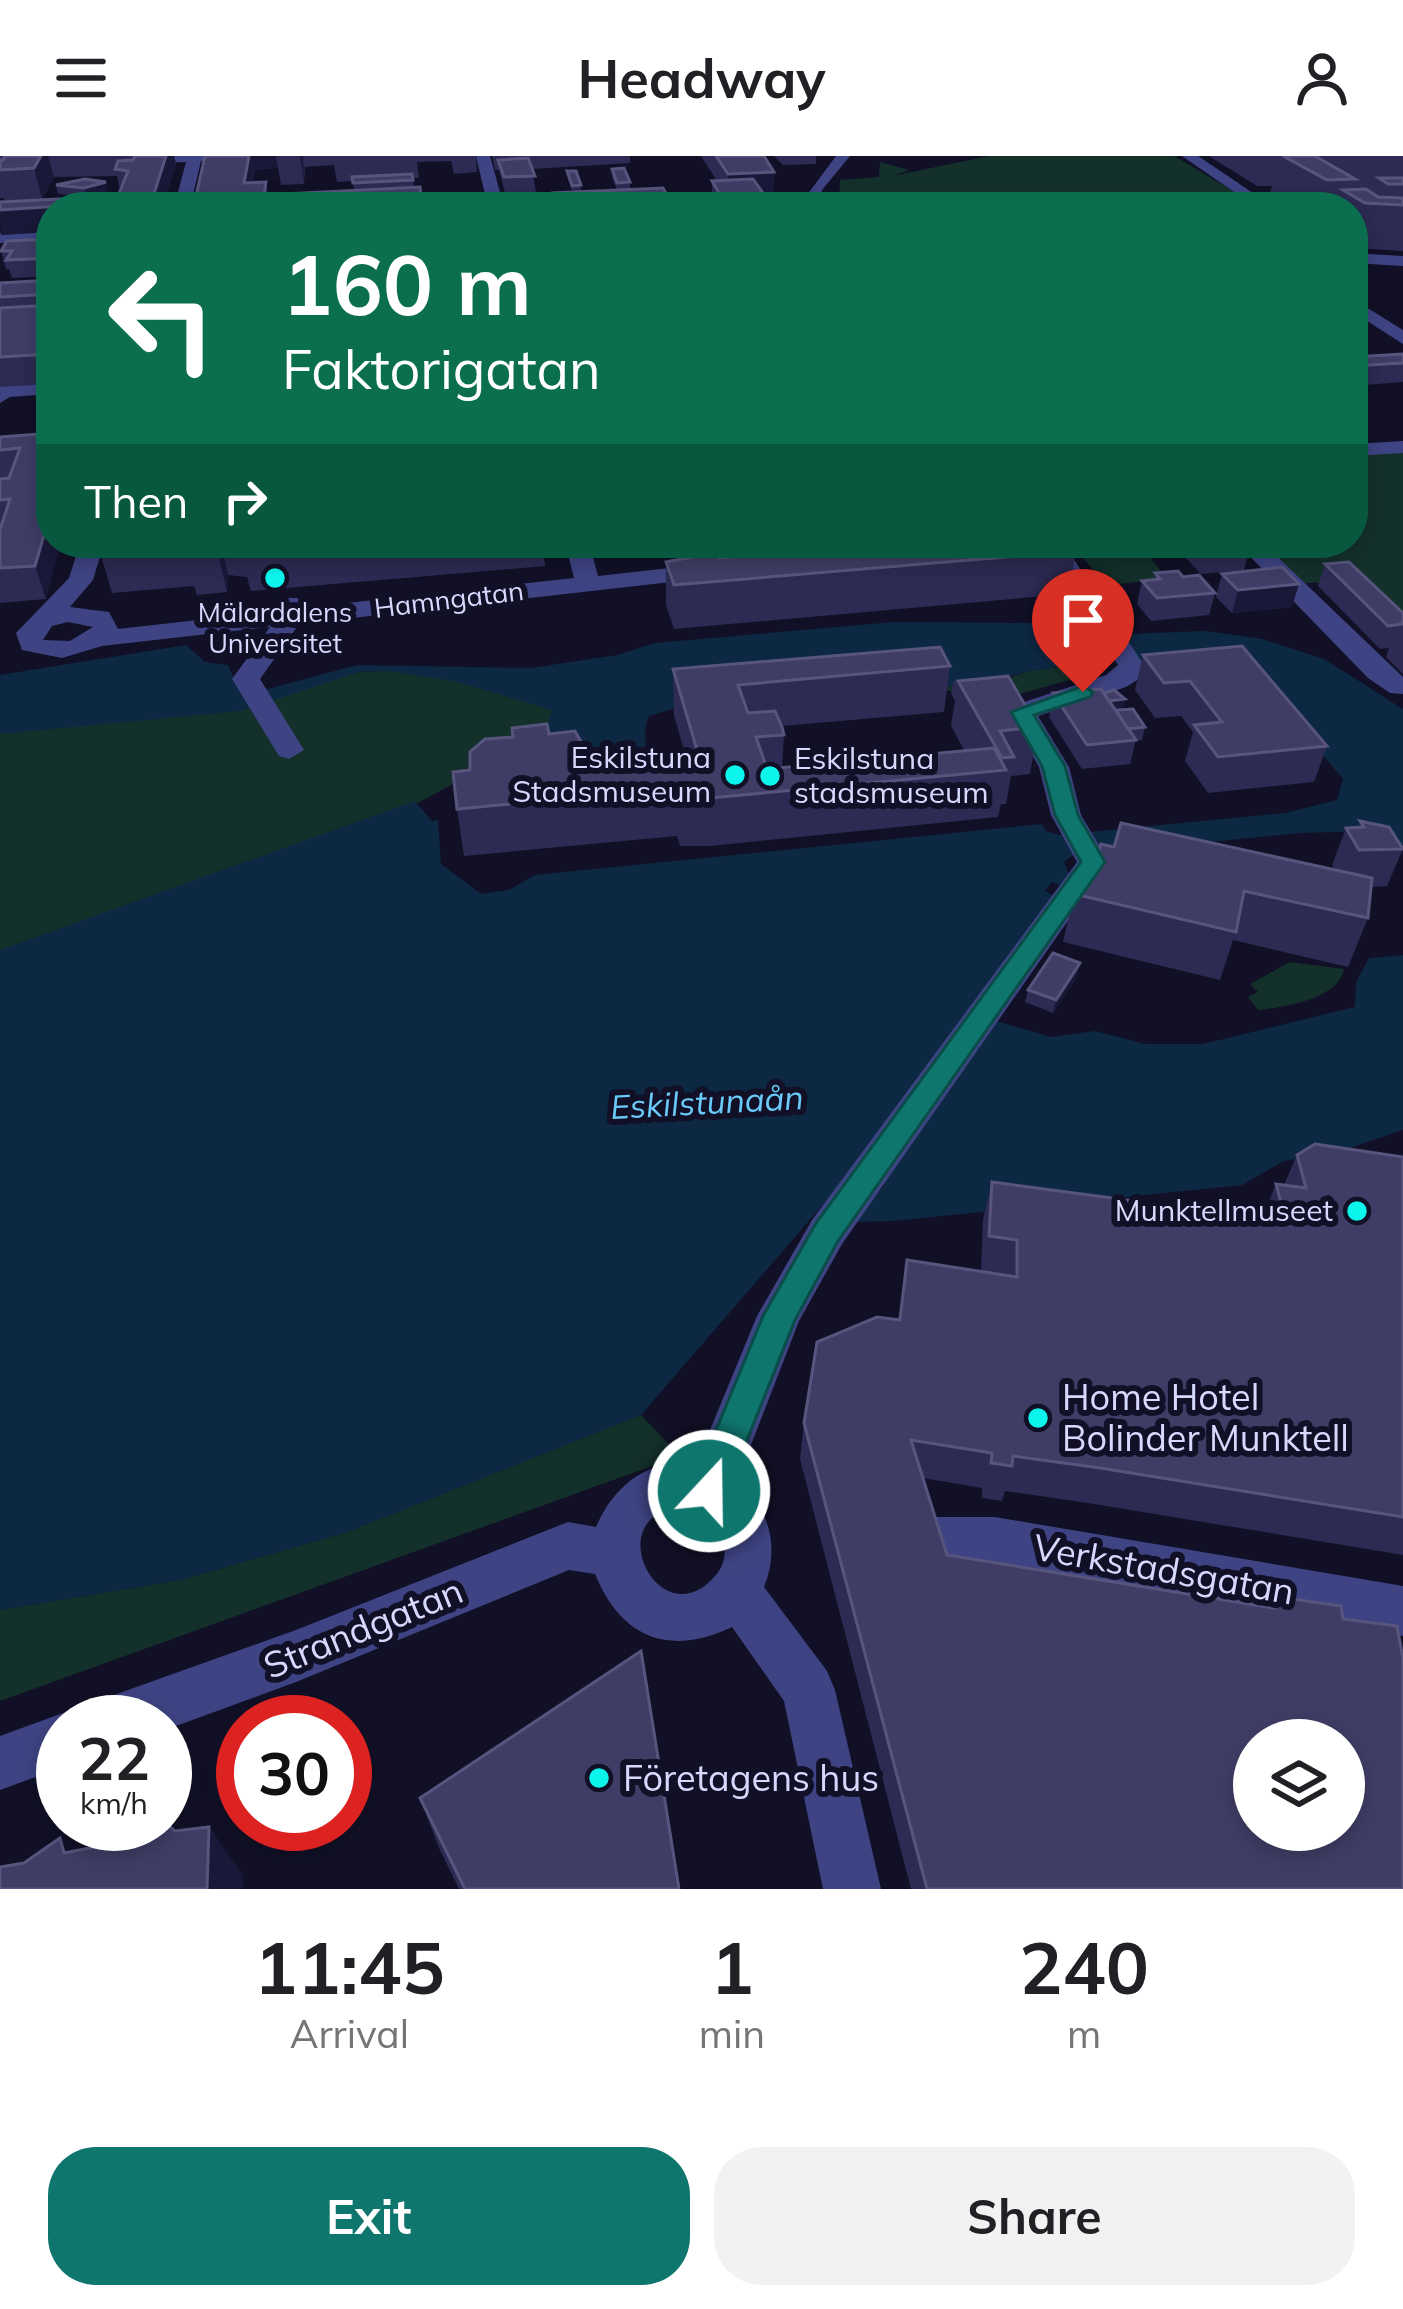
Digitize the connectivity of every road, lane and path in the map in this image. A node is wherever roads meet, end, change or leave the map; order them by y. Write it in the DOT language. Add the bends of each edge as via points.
graph roads {
  1 [pos="226,156"];
  2 [pos="483,156"];
  3 [pos="843,156"];
  4 [pos="1189,156"];
  5 [pos="195,157"];
  6 [pos="107,160"];
  7 [pos="186,192"];
  8 [pos="492,192"];
  9 [pos="815,192"];
  10 [pos="1243,192"];
  11 [pos="36,236"];
  12 [pos="0,238"];
  13 [pos="1368,259"];
  14 [pos="1403,261"];
  15 [pos="1368,295"];
  16 [pos="1368,314"];
  17 [pos="1403,319"];
  18 [pos="1403,338"];
  19 [pos="36,389"];
  20 [pos="0,397"];
  21 [pos="1403,446"];
  22 [pos="1368,449"];
  23 [pos="88,558"];
  24 [pos="580,558"];
  25 [pos="1056,558"];
  26 [pos="1265,558"];
  27 [pos="741,568"];
  28 [pos="81,580"];
  29 [pos="586,582"];
  30 [pos="290,611"];
  31 [pos="96,623"];
  32 [pos="38,632"];
  33 [pos="0,635"];
  34 [pos="0,650"];
  35 [pos="1400,687"];
  36 [pos="289,750"];
  37 [pos="709,1491"];
  38 [pos="924,1540"];
  39 [pos="613,1553"];
  40 [pos="736,1589"];
  41 [pos="1403,1611"];
  42 [pos="188,1695"];
  43 [pos="36,1750"];
  44 [pos="0,1763"];
  45 [pos="852,1889"];
  1 -- 5 [label="street"];
  2 -- 8 [label="street"];
  3 -- 9 [label="street"];
  4 -- 10 [label="street"];
  5 -- 6 [label="street"];
  5 -- 7 [label="street"];
  11 -- 12 [label="street"];
  13 -- 14 [label="street"];
  15 -- 17 [label="street"];
  16 -- 18 [label="street"];
  19 -- 20 [label="street"];
  21 -- 22 [label="street"];
  23 -- 28 [label="street"];
  24 -- 29 [label="street"];
  25 -- 37 [label="street" via="1130,663 1117,681 1022,712 1054,766 1084,848 982,1015 827,1232 779,1316"];
  26 -- 35 [label="street"];
  27 -- 29 [label="street, Hamngatan"];
  28 -- 31 [label="street"];
  28 -- 32 [label="street"];
  29 -- 30 [label="street, Hamngatan" via="472,600"];
  30 -- 31 [label="street, Hamngatan"];
  30 -- 36 [label="street" via="245,679"];
  31 -- 32 [label="street, Hamngatan" via="61,650"];
  32 -- 33 [label="street"];
  32 -- 34 [label="street"];
  37 -- 39 [label="street" via="680,1485 640,1499 616,1532"];
  37 -- 40 [label="street" via="745,1525 748,1564"];
  38 -- 41 [label="street, Verkstadsgatan" via="994,1540"];
  39 -- 40 [label="street" via="627,1592 663,1614 706,1612"];
  39 -- 42 [label="street, Strandgatan" via="568,1546"];
  40 -- 45 [label="street" via="808,1690"];
  43 -- 44 [label="street"];
}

● ● ●

Every entry above has to be repeated exactly, apart from its pictures.

■ **Output below**:
Digitize the connectivity of every road, lane and path in the map in this image. A node is wherever roads meet, end, change or leave the map; order them by y. Write it in the DOT language. Add the bends of each edge as via points.
graph roads {
  1 [pos="226,156"];
  2 [pos="483,156"];
  3 [pos="843,156"];
  4 [pos="1189,156"];
  5 [pos="195,157"];
  6 [pos="107,160"];
  7 [pos="186,192"];
  8 [pos="492,192"];
  9 [pos="815,192"];
  10 [pos="1243,192"];
  11 [pos="36,236"];
  12 [pos="0,238"];
  13 [pos="1368,259"];
  14 [pos="1403,261"];
  15 [pos="1368,295"];
  16 [pos="1368,314"];
  17 [pos="1403,319"];
  18 [pos="1403,338"];
  19 [pos="36,389"];
  20 [pos="0,397"];
  21 [pos="1403,446"];
  22 [pos="1368,449"];
  23 [pos="88,558"];
  24 [pos="580,558"];
  25 [pos="1056,558"];
  26 [pos="1265,558"];
  27 [pos="741,568"];
  28 [pos="81,580"];
  29 [pos="586,582"];
  30 [pos="290,611"];
  31 [pos="96,623"];
  32 [pos="38,632"];
  33 [pos="0,635"];
  34 [pos="0,650"];
  35 [pos="1400,687"];
  36 [pos="289,750"];
  37 [pos="709,1491"];
  38 [pos="924,1540"];
  39 [pos="613,1553"];
  40 [pos="736,1589"];
  41 [pos="1403,1611"];
  42 [pos="188,1695"];
  43 [pos="36,1750"];
  44 [pos="0,1763"];
  45 [pos="852,1889"];
  1 -- 5 [label="street"];
  2 -- 8 [label="street"];
  3 -- 9 [label="street"];
  4 -- 10 [label="street"];
  5 -- 6 [label="street"];
  5 -- 7 [label="street"];
  11 -- 12 [label="street"];
  13 -- 14 [label="street"];
  15 -- 17 [label="street"];
  16 -- 18 [label="street"];
  19 -- 20 [label="street"];
  21 -- 22 [label="street"];
  23 -- 28 [label="street"];
  24 -- 29 [label="street"];
  25 -- 37 [label="street" via="1130,663 1117,681 1022,712 1054,766 1084,848 982,1015 827,1232 779,1316"];
  26 -- 35 [label="street"];
  27 -- 29 [label="street, Hamngatan"];
  28 -- 31 [label="street"];
  28 -- 32 [label="street"];
  29 -- 30 [label="street, Hamngatan" via="472,600"];
  30 -- 31 [label="street, Hamngatan"];
  30 -- 36 [label="street" via="245,679"];
  31 -- 32 [label="street, Hamngatan" via="61,650"];
  32 -- 33 [label="street"];
  32 -- 34 [label="street"];
  37 -- 39 [label="street" via="680,1485 640,1499 616,1532"];
  37 -- 40 [label="street" via="745,1525 748,1564"];
  38 -- 41 [label="street, Verkstadsgatan" via="994,1540"];
  39 -- 40 [label="street" via="627,1592 663,1614 706,1612"];
  39 -- 42 [label="street, Strandgatan" via="568,1546"];
  40 -- 45 [label="street" via="808,1690"];
  43 -- 44 [label="street"];
}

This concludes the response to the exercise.